(Problem to solve): Would you write out all the records again, exactly?

(Records to use):

▼

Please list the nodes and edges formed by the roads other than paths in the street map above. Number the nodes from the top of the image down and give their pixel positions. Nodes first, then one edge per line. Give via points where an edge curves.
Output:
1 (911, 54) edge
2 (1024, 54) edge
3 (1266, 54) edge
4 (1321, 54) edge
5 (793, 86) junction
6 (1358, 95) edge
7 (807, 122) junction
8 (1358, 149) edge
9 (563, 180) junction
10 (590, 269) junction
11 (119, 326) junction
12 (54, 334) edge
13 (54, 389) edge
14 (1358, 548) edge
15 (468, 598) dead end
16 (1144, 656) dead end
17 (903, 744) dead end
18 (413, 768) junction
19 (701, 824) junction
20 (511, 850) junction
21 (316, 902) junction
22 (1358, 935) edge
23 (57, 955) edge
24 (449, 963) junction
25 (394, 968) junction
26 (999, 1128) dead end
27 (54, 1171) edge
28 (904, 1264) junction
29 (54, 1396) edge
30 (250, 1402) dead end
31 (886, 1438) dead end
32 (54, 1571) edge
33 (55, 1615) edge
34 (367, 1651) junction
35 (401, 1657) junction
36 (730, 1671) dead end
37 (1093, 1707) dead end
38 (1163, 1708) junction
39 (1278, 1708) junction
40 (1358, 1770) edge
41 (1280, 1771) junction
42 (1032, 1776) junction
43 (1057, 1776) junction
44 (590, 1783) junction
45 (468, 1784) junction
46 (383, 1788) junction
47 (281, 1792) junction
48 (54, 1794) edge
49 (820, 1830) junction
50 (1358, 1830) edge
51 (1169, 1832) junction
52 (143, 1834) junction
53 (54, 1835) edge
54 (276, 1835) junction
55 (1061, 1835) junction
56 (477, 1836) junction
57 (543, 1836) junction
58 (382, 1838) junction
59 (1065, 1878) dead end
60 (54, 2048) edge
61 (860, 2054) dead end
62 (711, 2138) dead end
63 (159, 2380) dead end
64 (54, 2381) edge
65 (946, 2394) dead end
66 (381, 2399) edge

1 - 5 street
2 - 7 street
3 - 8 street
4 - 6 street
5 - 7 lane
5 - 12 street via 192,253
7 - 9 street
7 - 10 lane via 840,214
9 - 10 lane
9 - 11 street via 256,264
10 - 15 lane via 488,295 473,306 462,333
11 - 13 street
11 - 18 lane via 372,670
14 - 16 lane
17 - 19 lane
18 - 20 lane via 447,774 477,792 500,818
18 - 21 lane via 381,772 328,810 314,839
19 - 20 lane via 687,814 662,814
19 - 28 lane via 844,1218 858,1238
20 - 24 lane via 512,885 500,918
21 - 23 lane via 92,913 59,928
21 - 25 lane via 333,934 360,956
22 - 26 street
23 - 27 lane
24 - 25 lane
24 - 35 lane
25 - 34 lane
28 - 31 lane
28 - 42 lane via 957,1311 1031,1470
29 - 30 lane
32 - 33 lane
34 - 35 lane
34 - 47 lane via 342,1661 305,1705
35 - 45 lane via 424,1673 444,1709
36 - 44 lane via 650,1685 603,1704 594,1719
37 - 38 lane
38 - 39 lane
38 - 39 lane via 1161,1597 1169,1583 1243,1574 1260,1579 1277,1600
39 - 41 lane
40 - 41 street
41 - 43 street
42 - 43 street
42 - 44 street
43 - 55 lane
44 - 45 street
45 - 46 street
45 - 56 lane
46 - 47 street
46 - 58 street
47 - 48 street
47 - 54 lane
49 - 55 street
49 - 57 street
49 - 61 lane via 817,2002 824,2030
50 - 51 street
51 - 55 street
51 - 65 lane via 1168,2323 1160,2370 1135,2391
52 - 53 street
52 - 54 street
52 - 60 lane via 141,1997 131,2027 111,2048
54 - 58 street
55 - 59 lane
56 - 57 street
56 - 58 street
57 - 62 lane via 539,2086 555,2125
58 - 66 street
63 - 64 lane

▲

(Exercise response):
Please list the nodes and edges formed by the roads other than paths in the street map above. Number the nodes from the top of the image down and give their pixel positions. Nodes first, then one edge per line. Give via points where an edge curves.
Output:
1 (911, 54) edge
2 (1024, 54) edge
3 (1266, 54) edge
4 (1321, 54) edge
5 (793, 86) junction
6 (1358, 95) edge
7 (807, 122) junction
8 (1358, 149) edge
9 (563, 180) junction
10 (590, 269) junction
11 (119, 326) junction
12 (54, 334) edge
13 (54, 389) edge
14 (1358, 548) edge
15 (468, 598) dead end
16 (1144, 656) dead end
17 (903, 744) dead end
18 (413, 768) junction
19 (701, 824) junction
20 (511, 850) junction
21 (316, 902) junction
22 (1358, 935) edge
23 (57, 955) edge
24 (449, 963) junction
25 (394, 968) junction
26 (999, 1128) dead end
27 (54, 1171) edge
28 (904, 1264) junction
29 (54, 1396) edge
30 (250, 1402) dead end
31 (886, 1438) dead end
32 (54, 1571) edge
33 (55, 1615) edge
34 (367, 1651) junction
35 (401, 1657) junction
36 (730, 1671) dead end
37 (1093, 1707) dead end
38 (1163, 1708) junction
39 (1278, 1708) junction
40 (1358, 1770) edge
41 (1280, 1771) junction
42 (1032, 1776) junction
43 (1057, 1776) junction
44 (590, 1783) junction
45 (468, 1784) junction
46 (383, 1788) junction
47 (281, 1792) junction
48 (54, 1794) edge
49 (820, 1830) junction
50 (1358, 1830) edge
51 (1169, 1832) junction
52 (143, 1834) junction
53 (54, 1835) edge
54 (276, 1835) junction
55 (1061, 1835) junction
56 (477, 1836) junction
57 (543, 1836) junction
58 (382, 1838) junction
59 (1065, 1878) dead end
60 (54, 2048) edge
61 (860, 2054) dead end
62 (711, 2138) dead end
63 (159, 2380) dead end
64 (54, 2381) edge
65 (946, 2394) dead end
66 (381, 2399) edge

1 - 5 street
2 - 7 street
3 - 8 street
4 - 6 street
5 - 7 lane
5 - 12 street via 192,253
7 - 9 street
7 - 10 lane via 840,214
9 - 10 lane
9 - 11 street via 256,264
10 - 15 lane via 488,295 473,306 462,333
11 - 13 street
11 - 18 lane via 372,670
14 - 16 lane
17 - 19 lane
18 - 20 lane via 447,774 477,792 500,818
18 - 21 lane via 381,772 328,810 314,839
19 - 20 lane via 687,814 662,814
19 - 28 lane via 844,1218 858,1238
20 - 24 lane via 512,885 500,918
21 - 23 lane via 92,913 59,928
21 - 25 lane via 333,934 360,956
22 - 26 street
23 - 27 lane
24 - 25 lane
24 - 35 lane
25 - 34 lane
28 - 31 lane
28 - 42 lane via 957,1311 1031,1470
29 - 30 lane
32 - 33 lane
34 - 35 lane
34 - 47 lane via 342,1661 305,1705
35 - 45 lane via 424,1673 444,1709
36 - 44 lane via 650,1685 603,1704 594,1719
37 - 38 lane
38 - 39 lane
38 - 39 lane via 1161,1597 1169,1583 1243,1574 1260,1579 1277,1600
39 - 41 lane
40 - 41 street
41 - 43 street
42 - 43 street
42 - 44 street
43 - 55 lane
44 - 45 street
45 - 46 street
45 - 56 lane
46 - 47 street
46 - 58 street
47 - 48 street
47 - 54 lane
49 - 55 street
49 - 57 street
49 - 61 lane via 817,2002 824,2030
50 - 51 street
51 - 55 street
51 - 65 lane via 1168,2323 1160,2370 1135,2391
52 - 53 street
52 - 54 street
52 - 60 lane via 141,1997 131,2027 111,2048
54 - 58 street
55 - 59 lane
56 - 57 street
56 - 58 street
57 - 62 lane via 539,2086 555,2125
58 - 66 street
63 - 64 lane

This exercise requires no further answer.